Each line of the data below that includes the string "dead" must be copied.
*** Data provided Section Begins ***
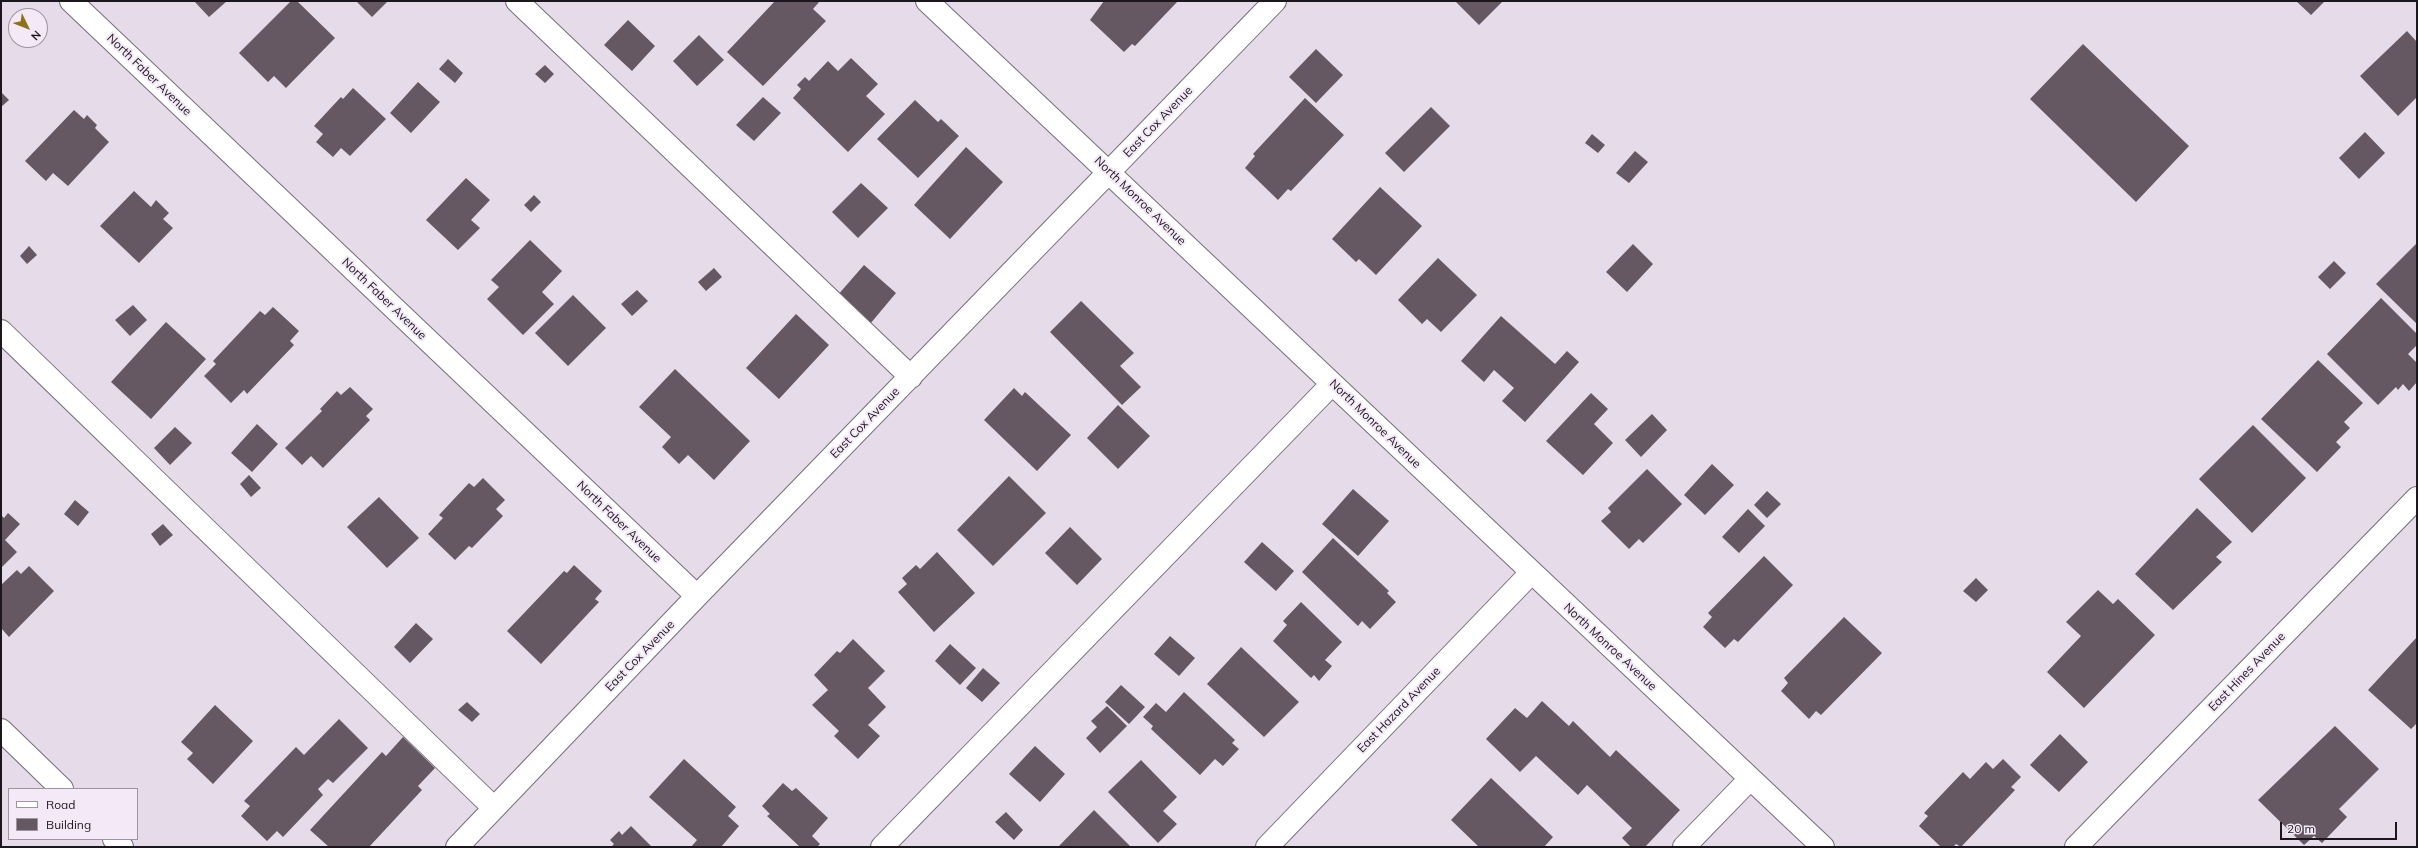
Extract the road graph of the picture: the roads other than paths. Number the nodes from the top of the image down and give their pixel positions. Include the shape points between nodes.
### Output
1 (71, 1) edge
2 (517, 1) edge
3 (927, 1) edge
4 (1275, 1) edge
5 (1110, 172) junction
6 (1, 331) edge
7 (910, 377) junction
8 (1332, 384) junction
9 (2417, 498) edge
10 (1531, 573) junction
11 (697, 596) junction
12 (1, 730) edge
13 (1750, 779) junction
14 (61, 788) edge
15 (494, 808) junction
16 (457, 847) edge
17 (882, 847) edge
18 (1267, 847) edge
19 (1684, 847) edge
20 (1822, 847) edge
21 (2076, 847) edge

1 - 11 street, North Faber Avenue
2 - 7 street
3 - 5 street, North Monroe Avenue
4 - 5 street, East Cox Avenue
5 - 7 street, East Cox Avenue
5 - 8 street, North Monroe Avenue
6 - 15 street
7 - 11 street, East Cox Avenue
8 - 10 street, North Monroe Avenue
8 - 17 street
9 - 21 street, East Hines Avenue
10 - 13 street, North Monroe Avenue
10 - 18 street, East Hazard Avenue
11 - 15 street, East Cox Avenue
12 - 14 street
13 - 19 street
13 - 20 street, North Monroe Avenue
15 - 16 street, East Cox Avenue

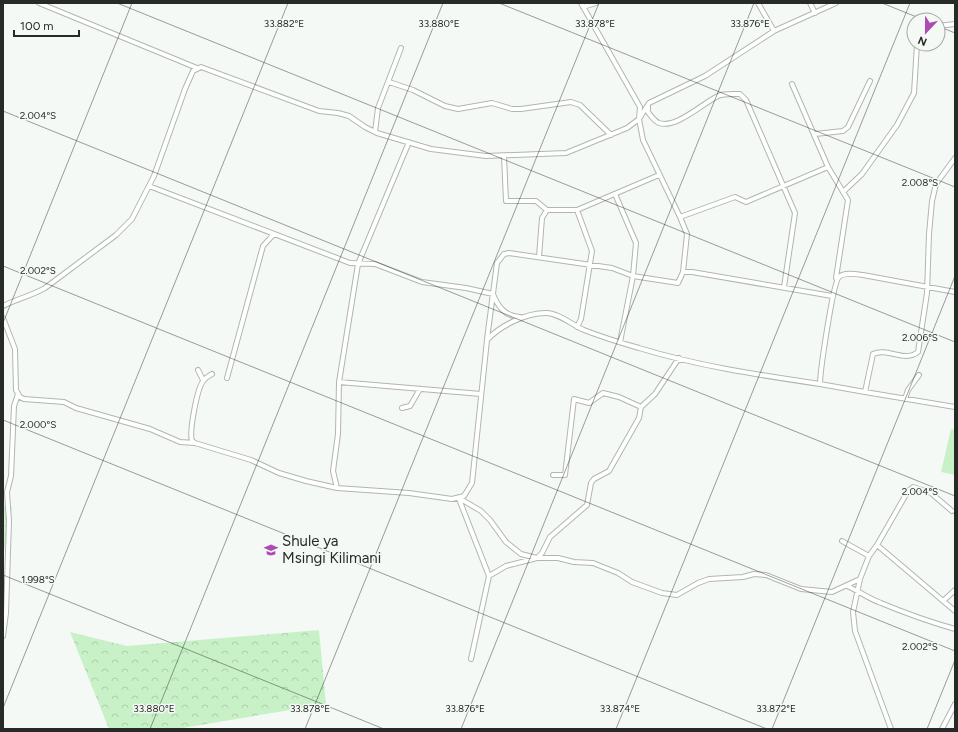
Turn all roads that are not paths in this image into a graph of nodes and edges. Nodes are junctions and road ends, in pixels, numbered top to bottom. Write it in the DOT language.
graph roads {
  1 [pos="39,3"];
  2 [pos="596,3"];
  3 [pos="758,3"];
  4 [pos="810,3"];
  5 [pos="836,3"];
  6 [pos="582,5"];
  7 [pos="815,13"];
  8 [pos="774,31"];
  9 [pos="401,48"];
  10 [pos="917,52"];
  11 [pos="197,68"];
  12 [pos="870,81"];
  13 [pos="389,82"];
  14 [pos="792,84"];
  15 [pos="649,103"];
  16 [pos="639,119"];
  17 [pos="375,132"];
  18 [pos="815,134"];
  19 [pos="611,135"];
  20 [pos="409,142"];
  21 [pos="504,156"];
  22 [pos="955,158"];
  23 [pos="828,167"];
  24 [pos="659,175"];
  25 [pos="149,186"];
  26 [pos="783,187"];
  27 [pos="843,192"];
  28 [pos="615,194"];
  29 [pos="547,210"];
  30 [pos="577,210"];
  31 [pos="680,217"];
  32 [pos="274,234"];
  33 [pos="539,257"];
  34 [pos="358,264"];
  35 [pos="590,265"];
  36 [pos="683,272"];
  37 [pos="633,276"];
  38 [pos="836,281"];
  39 [pos="784,287"];
  40 [pos="927,288"];
  41 [pos="955,292"];
  42 [pos="493,294"];
  43 [pos="832,296"];
  44 [pos="3,306"];
  45 [pos="522,317"];
  46 [pos="3,318"];
  47 [pos="578,327"];
  48 [pos="487,340"];
  49 [pos="620,342"];
  50 [pos="680,358"];
  51 [pos="198,370"];
  52 [pos="212,374"];
  53 [pos="919,375"];
  54 [pos="227,378"];
  55 [pos="203,380"];
  56 [pos="339,382"];
  57 [pos="820,384"];
  58 [pos="418,390"];
  59 [pos="865,392"];
  60 [pos="18,394"];
  61 [pos="481,394"];
  62 [pos="904,399"];
  63 [pos="641,407"];
  64 [pos="955,407"];
  65 [pos="402,408"];
  66 [pos="195,443"];
  67 [pos="553,475"];
  68 [pos="337,488"];
  69 [pos="468,492"];
  70 [pos="459,498"];
  71 [pos="471,504"];
  72 [pos="952,511"];
  73 [pos="842,541"];
  74 [pos="877,545"];
  75 [pos="869,556"];
  76 [pos="537,558"];
  77 [pos="489,576"];
  78 [pos="860,579"];
  79 [pos="847,586"];
  80 [pos="858,590"];
  81 [pos="955,590"];
  82 [pos="943,601"];
  83 [pos="955,611"];
  84 [pos="955,629"];
  85 [pos="3,636"];
  86 [pos="471,659"];
  87 [pos="955,704"];
  88 [pos="891,729"];
  89 [pos="942,729"];
  1 -- 11 [label="street"];
  2 -- 6 [label="street"];
  3 -- 8 [label="street"];
  4 -- 7 [label="street"];
  5 -- 7 [label="street"];
  6 -- 16 [label="street"];
  7 -- 8 [label="street"];
  8 -- 15 [label="street"];
  9 -- 13 [label="street"];
  10 -- 27 [label="street"];
  11 -- 17 [label="street"];
  11 -- 25 [label="street"];
  12 -- 18 [label="street"];
  13 -- 17 [label="street"];
  13 -- 19 [label="street"];
  14 -- 18 [label="street"];
  15 -- 16 [label="street"];
  15 -- 26 [label="street"];
  16 -- 19 [label="street"];
  16 -- 24 [label="street"];
  17 -- 20 [label="street"];
  18 -- 23 [label="street"];
  19 -- 21 [label="street"];
  20 -- 21 [label="street"];
  20 -- 34 [label="street"];
  21 -- 29 [label="street"];
  22 -- 40 [label="street"];
  23 -- 26 [label="street"];
  23 -- 27 [label="street"];
  24 -- 28 [label="street"];
  24 -- 31 [label="street"];
  25 -- 32 [label="street"];
  25 -- 44 [label="street"];
  26 -- 31 [label="street"];
  26 -- 39 [label="street"];
  27 -- 38 [label="street"];
  28 -- 30 [label="street"];
  28 -- 37 [label="street"];
  29 -- 30 [label="street"];
  29 -- 33 [label="street"];
  30 -- 35 [label="street"];
  31 -- 36 [label="street"];
  32 -- 34 [label="street"];
  32 -- 54 [label="street"];
  33 -- 35 [label="street"];
  33 -- 42 [label="street"];
  34 -- 42 [label="street"];
  34 -- 56 [label="street"];
  35 -- 37 [label="street"];
  35 -- 47 [label="street"];
  36 -- 37 [label="street"];
  36 -- 39 [label="street"];
  37 -- 49 [label="street"];
  38 -- 40 [label="street"];
  38 -- 43 [label="street"];
  39 -- 43 [label="street"];
  40 -- 41 [label="street"];
  40 -- 59 [label="street"];
  42 -- 45 [label="street"];
  42 -- 48 [label="street"];
  43 -- 57 [label="street"];
  45 -- 47 [label="street"];
  45 -- 48 [label="street"];
  46 -- 60 [label="street"];
  47 -- 49 [label="street"];
  48 -- 61 [label="street"];
  49 -- 50 [label="street"];
  50 -- 57 [label="street"];
  50 -- 63 [label="street"];
  51 -- 55 [label="street"];
  52 -- 55 [label="street"];
  53 -- 62 [label="street"];
  55 -- 66 [label="street"];
  56 -- 58 [label="street"];
  56 -- 68 [label="street"];
  57 -- 59 [label="street"];
  58 -- 61 [label="street"];
  58 -- 65 [label="street"];
  59 -- 62 [label="street"];
  60 -- 66 [label="street"];
  60 -- 85 [label="street"];
  61 -- 69 [label="street"];
  62 -- 64 [label="street"];
  63 -- 67 [label="street"];
  63 -- 76 [label="street"];
  66 -- 68 [label="street"];
  68 -- 70 [label="street"];
  69 -- 70 [label="street"];
  69 -- 71 [label="street"];
  70 -- 71 [label="street"];
  70 -- 77 [label="street"];
  71 -- 76 [label="street"];
  72 -- 74 [label="street"];
  73 -- 75 [label="street"];
  74 -- 75 [label="street"];
  74 -- 82 [label="street"];
  75 -- 78 [label="street"];
  76 -- 77 [label="street"];
  76 -- 79 [label="street"];
  77 -- 86 [label="street"];
  78 -- 79 [label="street"];
  78 -- 80 [label="street"];
  79 -- 80 [label="street"];
  80 -- 84 [label="street"];
  80 -- 88 [label="street"];
  81 -- 82 [label="street"];
  82 -- 83 [label="street"];
  87 -- 89 [label="street"];
}
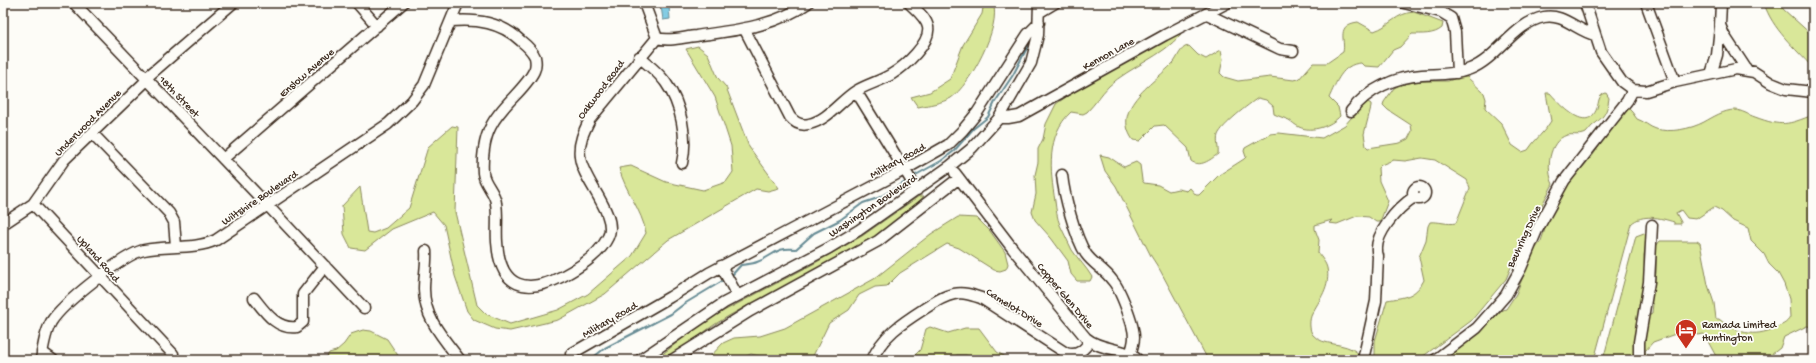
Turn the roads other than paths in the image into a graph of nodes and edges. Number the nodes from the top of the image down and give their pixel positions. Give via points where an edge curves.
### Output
1 (74, 3) edge
2 (233, 3) edge
3 (357, 3) edge
4 (404, 3) edge
5 (458, 3) edge
6 (644, 3) edge
7 (808, 3) edge
8 (909, 3) edge
9 (1055, 3) edge
10 (1227, 3) edge
11 (1404, 3) edge
12 (1585, 3) edge
13 (1646, 3) edge
14 (1721, 3) edge
15 (1039, 7) edge
16 (1207, 14) junction
17 (451, 21) junction
18 (1040, 23) junction
19 (1720, 25) junction
20 (377, 26) junction
21 (745, 30) junction
22 (1595, 35) junction
23 (656, 38) junction
24 (1293, 51) dead end
25 (639, 57) junction
26 (1747, 70) junction
27 (1457, 73) junction
28 (1711, 74) junction
29 (147, 79) junction
30 (1675, 82) junction
31 (1632, 90) junction
32 (856, 91) junction
33 (1813, 92) edge
34 (1351, 111) dead end
35 (999, 118) junction
36 (92, 133) junction
37 (223, 159) junction
38 (682, 163) dead end
39 (950, 166) junction
40 (905, 169) junction
41 (1062, 175) dead end
42 (959, 178) junction
43 (917, 190) junction
44 (1414, 197) dead end
45 (33, 204) junction
46 (268, 205) junction
47 (3, 224) edge
48 (1652, 225) dead end
49 (176, 246) junction
50 (426, 251) dead end
51 (326, 266) junction
52 (721, 266) junction
53 (100, 277) junction
54 (737, 296) junction
55 (254, 298) dead end
56 (364, 308) dead end
57 (1090, 341) junction
58 (571, 354) dead end
59 (41, 356) edge
60 (172, 357) edge
61 (1134, 357) edge
62 (53, 360) edge
63 (460, 360) edge
64 (640, 360) edge
65 (672, 360) edge
66 (872, 360) edge
67 (1363, 360) edge
68 (1435, 360) edge
69 (1639, 360) edge

1 - 29 street, 18th Street
2 - 29 street, Underwood Avenue
3 - 20 street
4 - 20 street, Enslow Avenue
5 - 17 street, Wiltshire Boulevard
6 - 23 street
7 - 21 street via 770,22
8 - 32 street via 926,23 926,39 918,51 893,73
9 - 15 street
10 - 16 street, Kennon Lane
11 - 27 street via 1441,12 1451,18 1455,32
12 - 22 street
13 - 30 street
14 - 19 street
15 - 18 street, Washington Boulevard
16 - 24 street via 1280,49
16 - 35 street, Kennon Lane via 1019,116
17 - 25 street, Oakwood Road via 484,22 505,29 525,44 535,58 536,66 531,76 490,127 484,147 483,166 485,180 496,201 497,244 501,262 513,281 524,286 540,284 569,273 589,259 606,241 611,229 608,216 581,163 581,141 590,119
17 - 46 street, Wiltshire Boulevard via 424,85 412,101 380,129
18 - 35 street, Washington Boulevard via 1031,63
18 - 40 street, Military Road via 1028,34 977,113 962,131 943,148
19 - 26 street
19 - 28 street
20 - 37 street, Enslow Avenue
21 - 23 street via 675,39
21 - 32 street via 787,112 797,124 807,125 820,120
22 - 27 street via 1557,17 1540,18 1523,28 1477,66
22 - 31 street via 1605,59 1622,82
23 - 25 street, Oakwood Road
25 - 38 street via 661,77 675,98 684,142
26 - 28 street via 1736,69
26 - 33 street via 1778,86 1795,91
27 - 34 street via 1396,79 1366,96
28 - 30 street
29 - 36 street, Underwood Avenue
29 - 37 street, 18th Street
30 - 31 street via 1646,90
31 - 68 street, Beuhring Drive via 1622,107 1564,181 1536,230 1521,268 1506,295 1477,328
32 - 40 street
35 - 39 street, Washington Boulevard via 982,139
36 - 45 street, Underwood Avenue via 64,160
36 - 49 street via 170,213 174,222
37 - 46 street, 18th Street
39 - 42 street, Copper Glen Drive
39 - 43 street, Washington Boulevard
40 - 43 street
40 - 52 street, Military Road
41 - 61 street, Copper Glen Drive via 1068,206 1083,248 1115,282 1121,295 1134,332
42 - 57 street, Copper Glen Drive via 1013,250
42 - 65 street via 878,241 750,311
43 - 54 street, Washington Boulevard via 843,240
44 - 67 street via 1398,210 1378,242 1376,301
45 - 47 street
45 - 53 street, Upland Road
46 - 49 street, Wiltshire Boulevard via 208,244
46 - 51 street, 18th Street
48 - 69 street via 1650,282 1640,335
49 - 53 street, Wiltshire Boulevard via 137,252
50 - 63 street via 424,289 427,311
51 - 55 street via 303,294 303,322 297,328 276,322
51 - 56 street, 18th Street
52 - 54 street
52 - 58 street, Military Road
53 - 59 street, Wiltshire Boulevard via 52,320
53 - 60 street, Upland Road
54 - 64 street, Washington Boulevard
57 - 61 street, Copper Glen Drive
57 - 66 street, Camelot Drive via 1079,353 1066,354 981,298 960,293 945,296 900,324 885,338
59 - 62 street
*** Data provided Section Ends ***
Exercise response:
24 (1293, 51) dead end
34 (1351, 111) dead end
38 (682, 163) dead end
41 (1062, 175) dead end
44 (1414, 197) dead end
48 (1652, 225) dead end
50 (426, 251) dead end
55 (254, 298) dead end
56 (364, 308) dead end
58 (571, 354) dead end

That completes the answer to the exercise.